> Supplied data
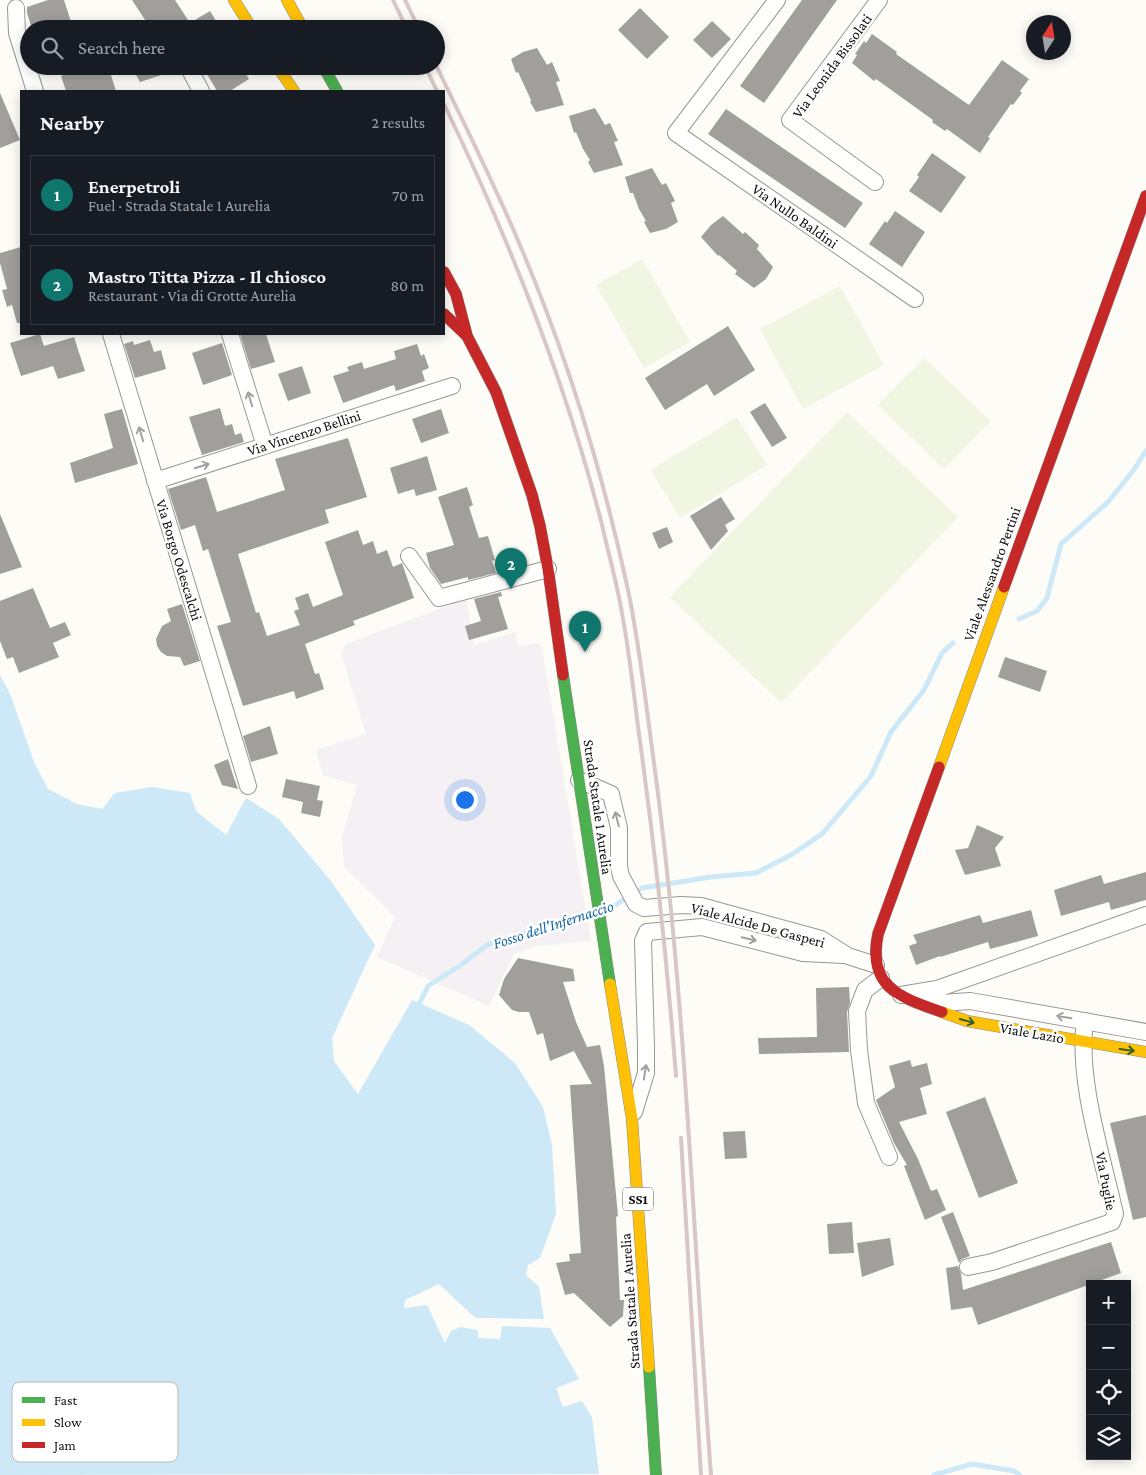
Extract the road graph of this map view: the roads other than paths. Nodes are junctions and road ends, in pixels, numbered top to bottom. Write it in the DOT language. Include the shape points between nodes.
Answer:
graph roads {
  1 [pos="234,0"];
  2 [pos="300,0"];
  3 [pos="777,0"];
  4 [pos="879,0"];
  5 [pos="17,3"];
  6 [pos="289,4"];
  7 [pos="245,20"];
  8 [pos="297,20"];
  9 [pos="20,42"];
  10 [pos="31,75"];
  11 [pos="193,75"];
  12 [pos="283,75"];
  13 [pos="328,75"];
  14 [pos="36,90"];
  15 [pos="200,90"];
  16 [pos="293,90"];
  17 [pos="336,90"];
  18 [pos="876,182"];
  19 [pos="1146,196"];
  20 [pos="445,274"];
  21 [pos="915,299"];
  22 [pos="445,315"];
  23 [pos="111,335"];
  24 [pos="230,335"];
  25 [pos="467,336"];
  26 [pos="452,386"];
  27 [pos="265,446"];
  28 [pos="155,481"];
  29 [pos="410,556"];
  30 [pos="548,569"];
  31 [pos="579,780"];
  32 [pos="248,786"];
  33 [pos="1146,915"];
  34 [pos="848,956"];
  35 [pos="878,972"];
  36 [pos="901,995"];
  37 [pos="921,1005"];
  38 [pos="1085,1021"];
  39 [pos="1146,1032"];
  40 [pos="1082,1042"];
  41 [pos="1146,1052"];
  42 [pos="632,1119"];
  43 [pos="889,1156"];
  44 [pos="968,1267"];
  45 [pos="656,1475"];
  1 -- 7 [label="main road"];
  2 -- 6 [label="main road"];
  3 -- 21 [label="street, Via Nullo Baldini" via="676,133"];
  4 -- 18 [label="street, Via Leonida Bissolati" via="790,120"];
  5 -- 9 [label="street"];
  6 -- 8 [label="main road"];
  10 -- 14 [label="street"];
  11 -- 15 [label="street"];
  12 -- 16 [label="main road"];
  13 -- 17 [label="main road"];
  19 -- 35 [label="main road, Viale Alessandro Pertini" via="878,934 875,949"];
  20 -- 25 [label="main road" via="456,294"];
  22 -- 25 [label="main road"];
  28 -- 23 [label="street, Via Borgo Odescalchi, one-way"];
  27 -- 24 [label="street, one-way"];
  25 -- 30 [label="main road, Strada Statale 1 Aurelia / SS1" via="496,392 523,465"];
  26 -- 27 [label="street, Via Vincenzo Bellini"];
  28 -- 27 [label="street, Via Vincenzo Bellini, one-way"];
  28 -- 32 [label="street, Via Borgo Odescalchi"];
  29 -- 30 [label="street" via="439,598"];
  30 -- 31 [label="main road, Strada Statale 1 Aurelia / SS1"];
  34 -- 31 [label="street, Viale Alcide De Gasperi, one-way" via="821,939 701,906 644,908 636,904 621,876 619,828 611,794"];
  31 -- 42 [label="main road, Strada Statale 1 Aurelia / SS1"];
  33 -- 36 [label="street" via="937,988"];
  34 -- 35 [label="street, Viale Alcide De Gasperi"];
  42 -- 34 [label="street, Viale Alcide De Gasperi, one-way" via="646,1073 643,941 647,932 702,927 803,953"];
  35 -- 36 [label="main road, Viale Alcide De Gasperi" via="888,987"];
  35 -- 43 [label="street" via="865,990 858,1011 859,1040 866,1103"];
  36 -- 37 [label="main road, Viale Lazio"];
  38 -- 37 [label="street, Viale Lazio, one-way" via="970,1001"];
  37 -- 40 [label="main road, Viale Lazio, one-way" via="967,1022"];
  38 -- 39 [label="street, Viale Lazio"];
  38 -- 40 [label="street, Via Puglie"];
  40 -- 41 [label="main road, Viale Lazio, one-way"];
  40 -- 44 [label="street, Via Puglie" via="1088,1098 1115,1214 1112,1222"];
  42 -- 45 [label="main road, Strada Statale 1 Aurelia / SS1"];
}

...

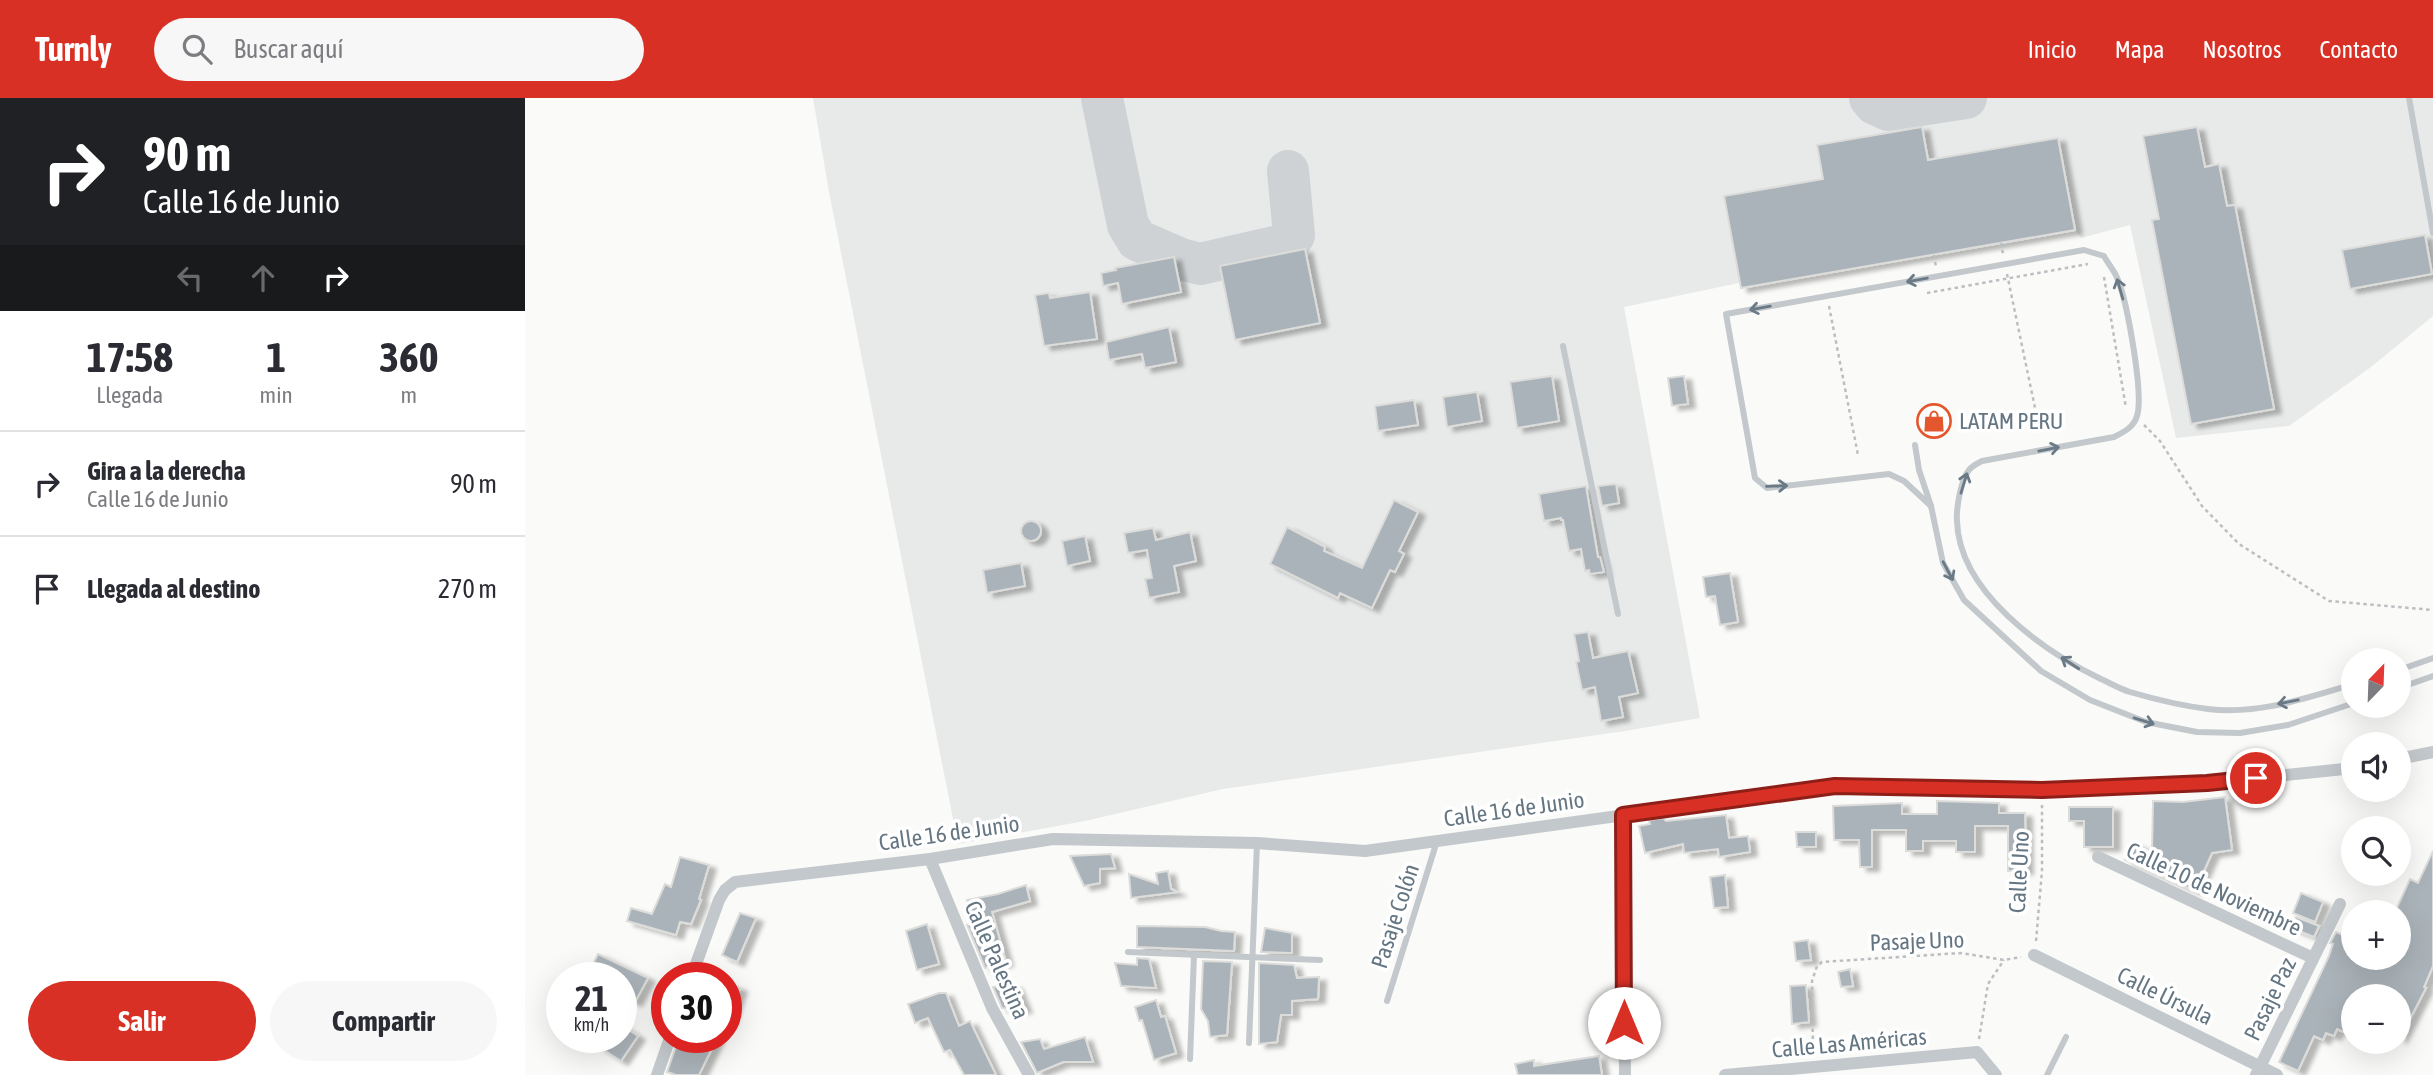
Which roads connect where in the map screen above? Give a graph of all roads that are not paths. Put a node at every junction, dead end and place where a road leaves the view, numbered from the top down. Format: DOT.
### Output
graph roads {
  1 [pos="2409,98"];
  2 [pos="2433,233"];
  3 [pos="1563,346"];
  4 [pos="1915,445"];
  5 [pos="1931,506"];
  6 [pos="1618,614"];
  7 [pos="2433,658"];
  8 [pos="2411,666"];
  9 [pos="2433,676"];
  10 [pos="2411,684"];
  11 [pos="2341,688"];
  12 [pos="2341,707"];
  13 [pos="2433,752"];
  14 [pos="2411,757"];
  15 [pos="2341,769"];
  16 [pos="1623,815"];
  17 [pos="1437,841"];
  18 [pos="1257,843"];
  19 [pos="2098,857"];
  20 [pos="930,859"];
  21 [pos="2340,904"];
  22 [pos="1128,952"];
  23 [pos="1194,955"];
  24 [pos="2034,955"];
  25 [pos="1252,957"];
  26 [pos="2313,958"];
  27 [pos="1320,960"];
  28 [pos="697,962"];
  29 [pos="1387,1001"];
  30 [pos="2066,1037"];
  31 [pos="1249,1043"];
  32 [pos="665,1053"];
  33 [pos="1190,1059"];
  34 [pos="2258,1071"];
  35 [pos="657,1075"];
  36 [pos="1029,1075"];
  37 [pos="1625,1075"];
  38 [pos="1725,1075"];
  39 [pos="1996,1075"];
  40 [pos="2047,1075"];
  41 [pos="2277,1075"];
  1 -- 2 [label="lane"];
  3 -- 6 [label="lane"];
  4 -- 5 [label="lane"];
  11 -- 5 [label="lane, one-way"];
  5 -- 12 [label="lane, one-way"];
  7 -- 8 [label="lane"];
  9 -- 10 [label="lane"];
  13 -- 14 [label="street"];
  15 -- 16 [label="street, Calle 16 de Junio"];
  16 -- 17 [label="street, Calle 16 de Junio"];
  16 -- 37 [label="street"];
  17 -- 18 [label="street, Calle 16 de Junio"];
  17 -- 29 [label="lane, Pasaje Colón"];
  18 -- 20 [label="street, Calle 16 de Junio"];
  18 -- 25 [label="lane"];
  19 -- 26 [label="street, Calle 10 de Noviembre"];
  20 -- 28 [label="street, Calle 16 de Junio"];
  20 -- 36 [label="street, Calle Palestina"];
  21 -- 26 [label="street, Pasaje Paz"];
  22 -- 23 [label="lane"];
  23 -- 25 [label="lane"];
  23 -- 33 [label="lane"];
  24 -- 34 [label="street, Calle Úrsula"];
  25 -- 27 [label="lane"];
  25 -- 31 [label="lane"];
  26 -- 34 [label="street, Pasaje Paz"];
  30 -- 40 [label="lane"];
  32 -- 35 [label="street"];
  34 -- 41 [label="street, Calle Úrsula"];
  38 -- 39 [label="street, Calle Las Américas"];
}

> Directions
Return each line of the data where the word "roads" appears.

> Problem solution
Extract the road graph of this map view: the roads other than paths. Nodes are junctions and road ends, in pixels, numbered top to bottom. Write it in the DOT language. Include the shape points between nodes.
graph roads {
Which roads connect where in the map screen above? Give a graph of all roads that are not paths. Put a node at every junction, dead end and place where a road leaves the view, numbered from the top down. Format: DOT.
graph roads {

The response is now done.